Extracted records
▼▼▼

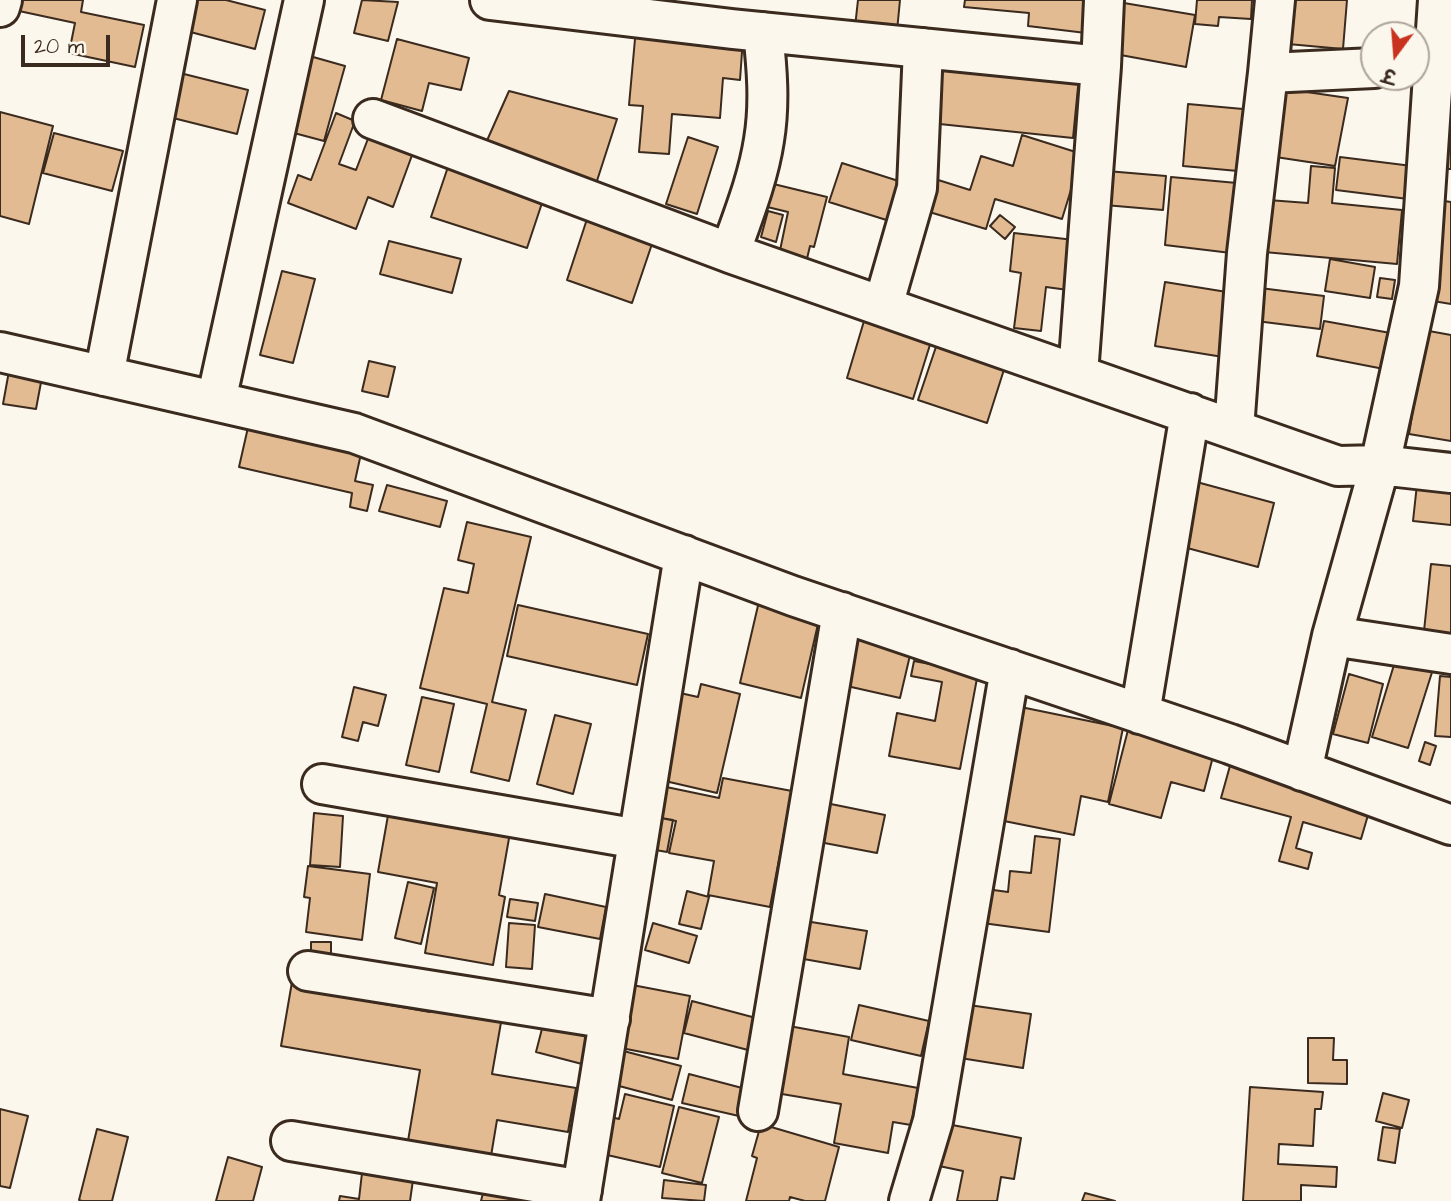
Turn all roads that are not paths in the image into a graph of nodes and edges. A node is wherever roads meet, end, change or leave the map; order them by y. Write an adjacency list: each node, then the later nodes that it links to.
1 (2, 0): 8 (street)
2 (177, 0): 22 (street)
3 (304, 0): 23 (street)
4 (490, 0): 9 (street)
5 (1104, 0): 13 (street)
6 (1275, 0): 15 (street)
7 (1438, 0): 11 (street)
8 (0, 7)
9 (669, 11): 10 (street)
10 (764, 32): 12 (street); 18 (street)
11 (1430, 41)
12 (923, 48): 13 (street); 19 (street)
13 (1101, 66): 21 (street)
14 (1360, 69): 15 (street)
15 (1268, 73): 25 (street)
16 (1424, 91): 26 (street)
17 (373, 119): 18 (street)
18 (730, 254): 19 (street)
19 (883, 306): 21 (street)
20 (0, 352): 22 (street)
21 (1078, 374): 24 (street)
22 (104, 376): 23 (street)
23 (216, 401): 28 (street)
24 (1190, 413): 25 (street); 33 (street)
25 (1234, 429): 26 (street)
26 (1380, 465): 27 (street); 30 (street)
27 (1451, 473)
28 (684, 555): 29 (street); 37 (street)
29 (842, 612): 32 (street); 40 (street)
30 (1332, 636): 31 (street); 34 (street)
31 (1451, 654)
32 (1010, 670): 33 (street); 43 (street)
33 (1140, 714): 34 (street)
34 (1301, 771): 36 (street)
35 (322, 784): 37 (street)
36 (1451, 824)
37 (638, 839): 39 (street)
38 (308, 971): 39 (street)
39 (610, 1019): 42 (street)
40 (758, 1111)
41 (291, 1141): 42 (street)
42 (581, 1196)
43 (909, 1201)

▲▲▲

When repeating the entries, leave out every picture and keep the rest exact.

Solution -
Turn all roads that are not paths in the image into a graph of nodes and edges. A node is wherever roads meet, end, change or leave the map; order them by y. Write an adjacency list: each node, then the later nodes that it links to.
1 (2, 0): 8 (street)
2 (177, 0): 22 (street)
3 (304, 0): 23 (street)
4 (490, 0): 9 (street)
5 (1104, 0): 13 (street)
6 (1275, 0): 15 (street)
7 (1438, 0): 11 (street)
8 (0, 7)
9 (669, 11): 10 (street)
10 (764, 32): 12 (street); 18 (street)
11 (1430, 41)
12 (923, 48): 13 (street); 19 (street)
13 (1101, 66): 21 (street)
14 (1360, 69): 15 (street)
15 (1268, 73): 25 (street)
16 (1424, 91): 26 (street)
17 (373, 119): 18 (street)
18 (730, 254): 19 (street)
19 (883, 306): 21 (street)
20 (0, 352): 22 (street)
21 (1078, 374): 24 (street)
22 (104, 376): 23 (street)
23 (216, 401): 28 (street)
24 (1190, 413): 25 (street); 33 (street)
25 (1234, 429): 26 (street)
26 (1380, 465): 27 (street); 30 (street)
27 (1451, 473)
28 (684, 555): 29 (street); 37 (street)
29 (842, 612): 32 (street); 40 (street)
30 (1332, 636): 31 (street); 34 (street)
31 (1451, 654)
32 (1010, 670): 33 (street); 43 (street)
33 (1140, 714): 34 (street)
34 (1301, 771): 36 (street)
35 (322, 784): 37 (street)
36 (1451, 824)
37 (638, 839): 39 (street)
38 (308, 971): 39 (street)
39 (610, 1019): 42 (street)
40 (758, 1111)
41 (291, 1141): 42 (street)
42 (581, 1196)
43 (909, 1201)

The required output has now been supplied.